##### Records to process #####

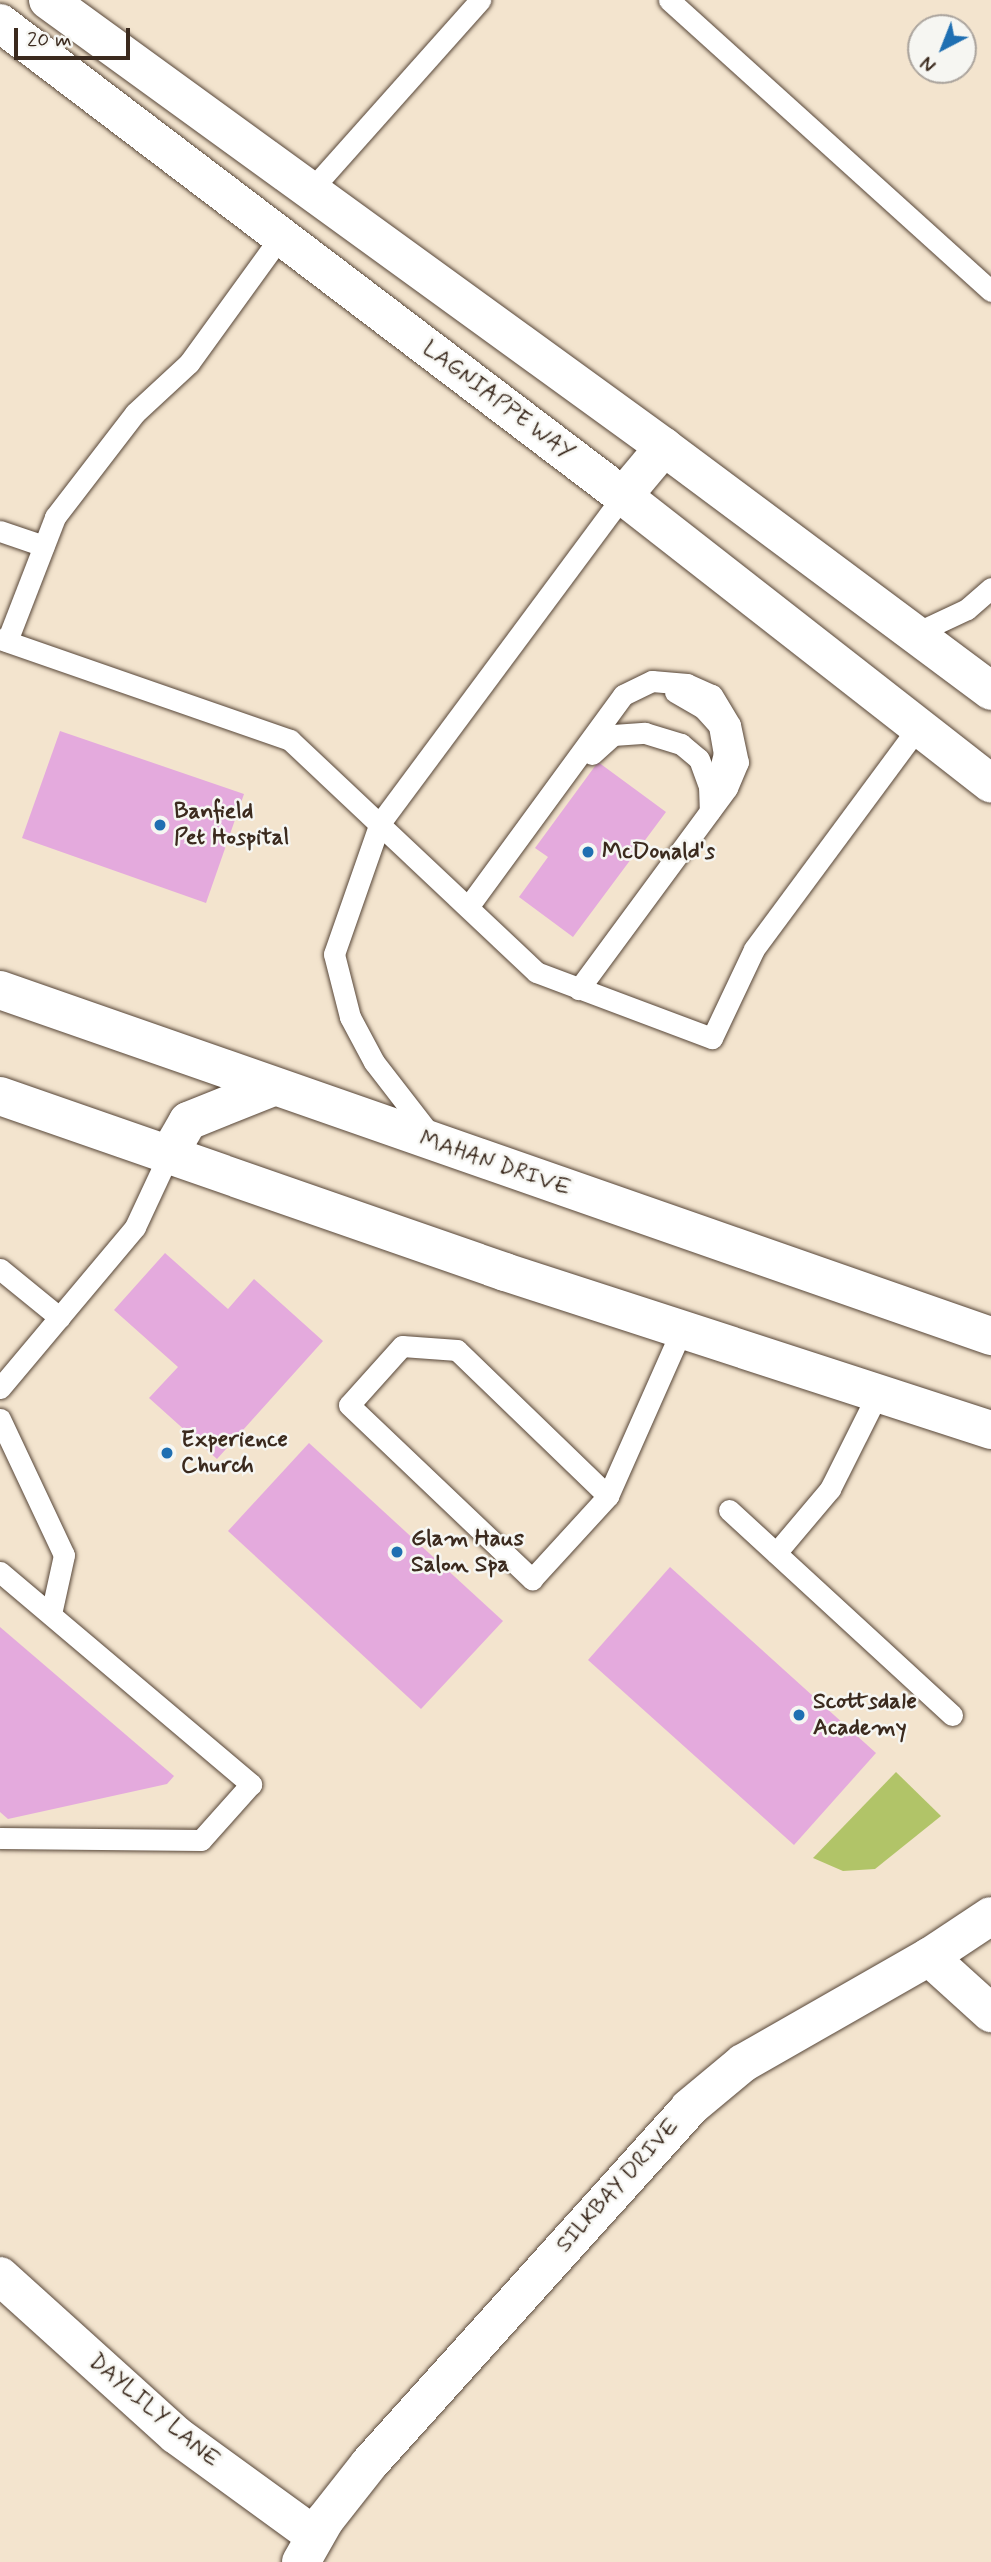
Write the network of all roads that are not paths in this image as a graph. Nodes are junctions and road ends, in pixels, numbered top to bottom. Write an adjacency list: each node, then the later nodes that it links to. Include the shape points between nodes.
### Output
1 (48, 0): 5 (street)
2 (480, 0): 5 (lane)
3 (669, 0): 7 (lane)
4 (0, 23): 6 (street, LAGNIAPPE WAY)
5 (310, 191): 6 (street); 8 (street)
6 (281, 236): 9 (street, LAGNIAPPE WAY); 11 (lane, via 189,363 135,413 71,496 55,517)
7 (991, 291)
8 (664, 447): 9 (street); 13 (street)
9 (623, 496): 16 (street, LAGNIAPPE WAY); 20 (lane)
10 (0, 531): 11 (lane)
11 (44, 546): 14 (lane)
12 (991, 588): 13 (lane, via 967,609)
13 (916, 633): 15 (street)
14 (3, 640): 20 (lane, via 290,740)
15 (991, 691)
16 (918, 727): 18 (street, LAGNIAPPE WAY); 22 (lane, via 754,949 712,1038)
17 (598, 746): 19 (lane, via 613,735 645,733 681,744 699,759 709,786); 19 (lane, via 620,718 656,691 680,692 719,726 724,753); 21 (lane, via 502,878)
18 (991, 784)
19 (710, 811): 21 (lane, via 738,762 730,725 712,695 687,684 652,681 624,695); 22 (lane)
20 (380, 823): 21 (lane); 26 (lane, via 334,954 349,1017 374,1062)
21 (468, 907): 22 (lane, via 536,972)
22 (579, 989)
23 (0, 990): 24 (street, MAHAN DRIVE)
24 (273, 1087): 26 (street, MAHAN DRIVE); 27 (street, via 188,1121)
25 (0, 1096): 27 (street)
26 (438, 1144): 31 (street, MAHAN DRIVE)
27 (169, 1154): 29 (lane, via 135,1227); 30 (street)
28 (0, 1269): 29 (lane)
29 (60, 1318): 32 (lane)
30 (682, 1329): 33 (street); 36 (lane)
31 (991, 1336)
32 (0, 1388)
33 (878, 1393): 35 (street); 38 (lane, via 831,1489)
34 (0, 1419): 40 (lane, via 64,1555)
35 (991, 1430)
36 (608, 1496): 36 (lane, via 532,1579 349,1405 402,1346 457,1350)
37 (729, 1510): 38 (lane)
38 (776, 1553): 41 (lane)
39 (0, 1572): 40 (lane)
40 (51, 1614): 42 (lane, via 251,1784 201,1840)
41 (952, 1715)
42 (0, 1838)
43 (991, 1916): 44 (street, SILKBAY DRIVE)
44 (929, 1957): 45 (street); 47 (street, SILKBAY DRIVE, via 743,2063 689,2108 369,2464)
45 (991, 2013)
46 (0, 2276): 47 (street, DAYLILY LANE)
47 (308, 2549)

#####
##### Records to process #####

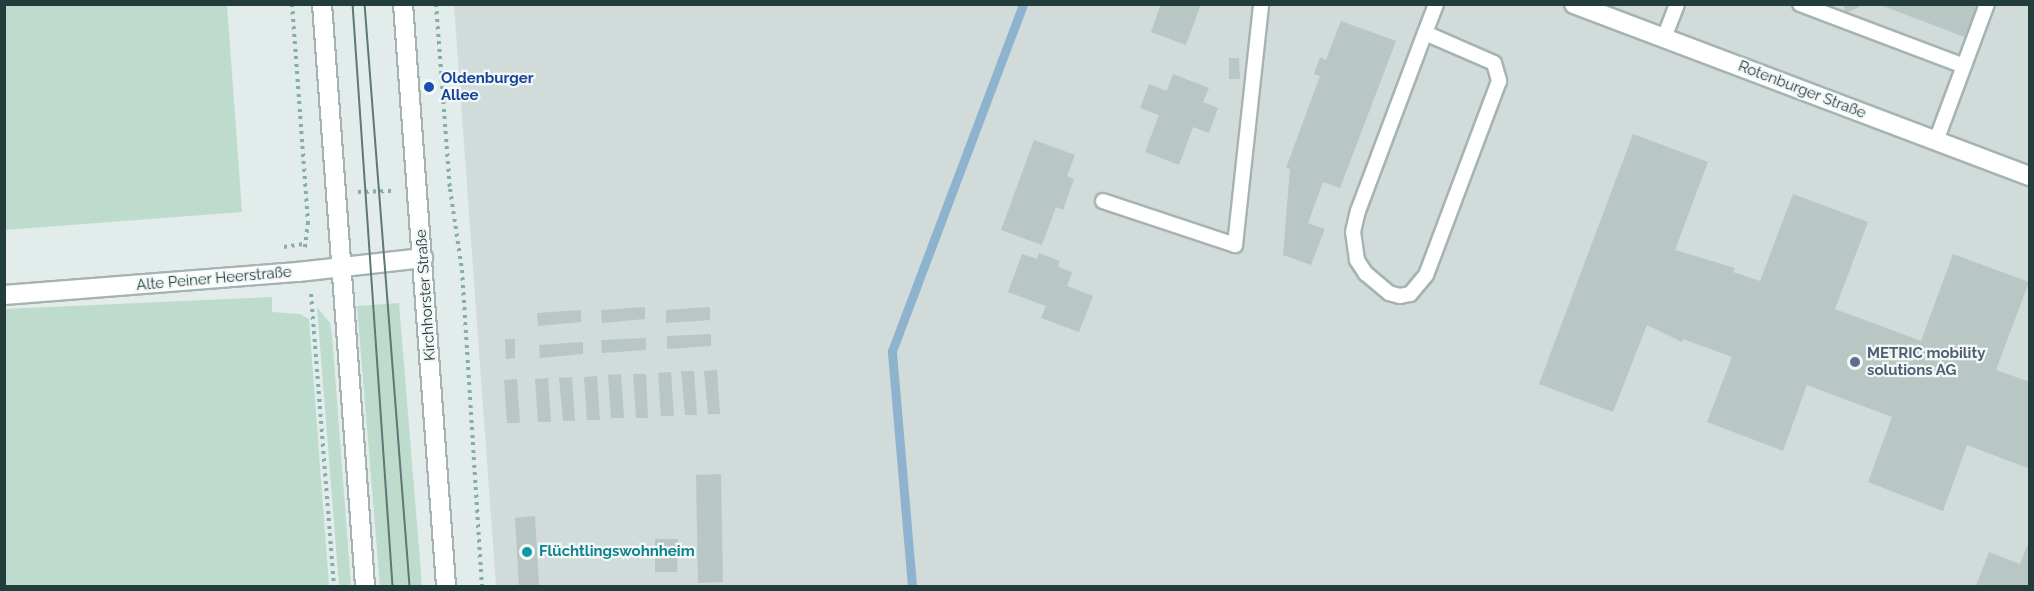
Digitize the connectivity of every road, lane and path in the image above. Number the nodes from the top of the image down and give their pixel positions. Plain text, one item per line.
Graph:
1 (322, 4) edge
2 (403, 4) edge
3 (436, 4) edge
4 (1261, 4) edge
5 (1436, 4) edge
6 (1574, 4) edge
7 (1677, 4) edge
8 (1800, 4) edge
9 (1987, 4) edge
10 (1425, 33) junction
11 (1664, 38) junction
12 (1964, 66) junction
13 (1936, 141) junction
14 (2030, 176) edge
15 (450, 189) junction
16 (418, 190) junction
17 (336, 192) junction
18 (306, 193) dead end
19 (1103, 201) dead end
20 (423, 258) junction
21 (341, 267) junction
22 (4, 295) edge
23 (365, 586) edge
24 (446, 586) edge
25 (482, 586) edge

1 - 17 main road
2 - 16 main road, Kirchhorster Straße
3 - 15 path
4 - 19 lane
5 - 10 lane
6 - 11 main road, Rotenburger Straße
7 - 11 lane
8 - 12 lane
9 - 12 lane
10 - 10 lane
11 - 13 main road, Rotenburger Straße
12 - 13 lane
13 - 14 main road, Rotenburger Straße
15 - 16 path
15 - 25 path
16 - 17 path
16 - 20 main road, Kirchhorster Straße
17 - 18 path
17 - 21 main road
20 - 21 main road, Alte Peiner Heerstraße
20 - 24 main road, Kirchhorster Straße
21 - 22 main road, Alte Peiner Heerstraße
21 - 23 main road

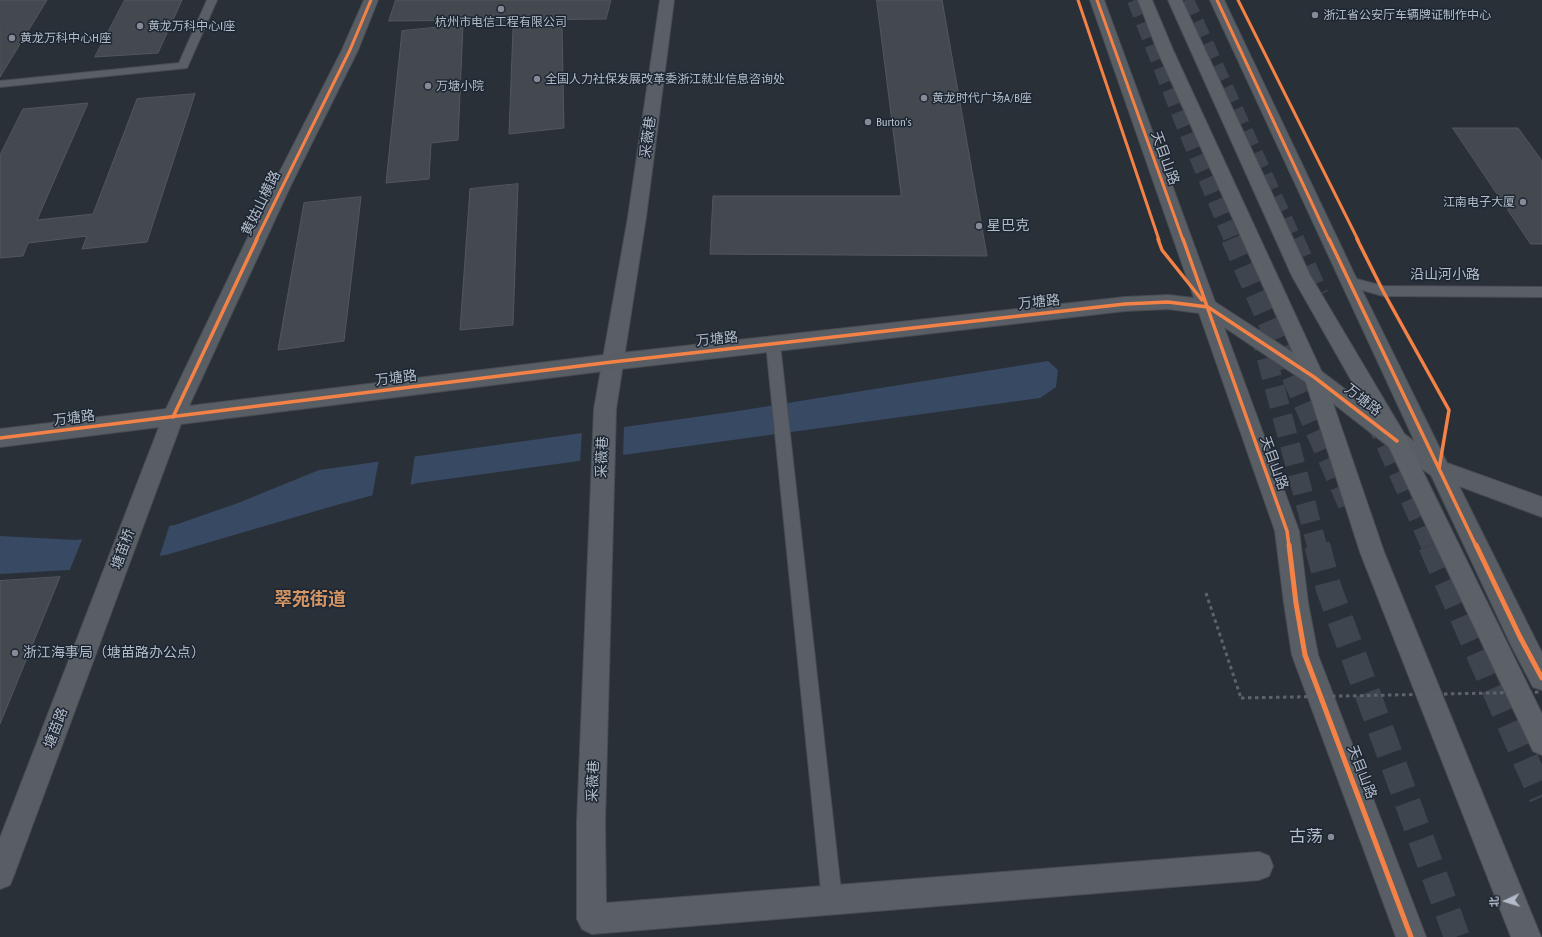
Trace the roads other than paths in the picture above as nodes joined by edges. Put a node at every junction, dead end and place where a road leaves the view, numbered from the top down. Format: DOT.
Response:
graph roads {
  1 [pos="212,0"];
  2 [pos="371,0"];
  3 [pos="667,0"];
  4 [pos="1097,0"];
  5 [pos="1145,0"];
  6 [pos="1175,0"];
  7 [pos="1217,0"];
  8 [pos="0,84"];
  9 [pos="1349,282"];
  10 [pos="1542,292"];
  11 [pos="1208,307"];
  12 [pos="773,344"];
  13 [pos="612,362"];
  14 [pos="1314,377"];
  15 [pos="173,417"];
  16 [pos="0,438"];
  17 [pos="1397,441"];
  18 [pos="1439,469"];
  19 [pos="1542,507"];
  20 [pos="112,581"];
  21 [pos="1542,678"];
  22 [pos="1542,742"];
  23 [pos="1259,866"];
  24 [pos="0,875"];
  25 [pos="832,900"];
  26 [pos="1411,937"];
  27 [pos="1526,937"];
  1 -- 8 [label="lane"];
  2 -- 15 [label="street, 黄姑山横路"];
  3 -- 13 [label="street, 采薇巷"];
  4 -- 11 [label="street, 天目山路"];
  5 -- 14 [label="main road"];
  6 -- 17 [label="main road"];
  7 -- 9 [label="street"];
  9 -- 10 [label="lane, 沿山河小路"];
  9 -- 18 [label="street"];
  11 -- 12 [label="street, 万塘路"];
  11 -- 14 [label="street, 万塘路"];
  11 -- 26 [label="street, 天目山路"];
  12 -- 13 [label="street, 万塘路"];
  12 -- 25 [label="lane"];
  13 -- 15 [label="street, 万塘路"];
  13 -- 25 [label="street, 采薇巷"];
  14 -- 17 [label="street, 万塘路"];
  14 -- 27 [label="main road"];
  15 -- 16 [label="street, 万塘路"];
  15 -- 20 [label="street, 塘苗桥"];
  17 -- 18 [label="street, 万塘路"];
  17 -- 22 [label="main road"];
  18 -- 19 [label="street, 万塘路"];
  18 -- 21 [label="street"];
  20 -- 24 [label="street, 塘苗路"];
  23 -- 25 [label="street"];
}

#####

Copy out each line in the preceding records that contains "SILKBAY".

Reply to the exercise:
43 (991, 1916): 44 (street, SILKBAY DRIVE)
44 (929, 1957): 45 (street); 47 (street, SILKBAY DRIVE, via 743,2063 689,2108 369,2464)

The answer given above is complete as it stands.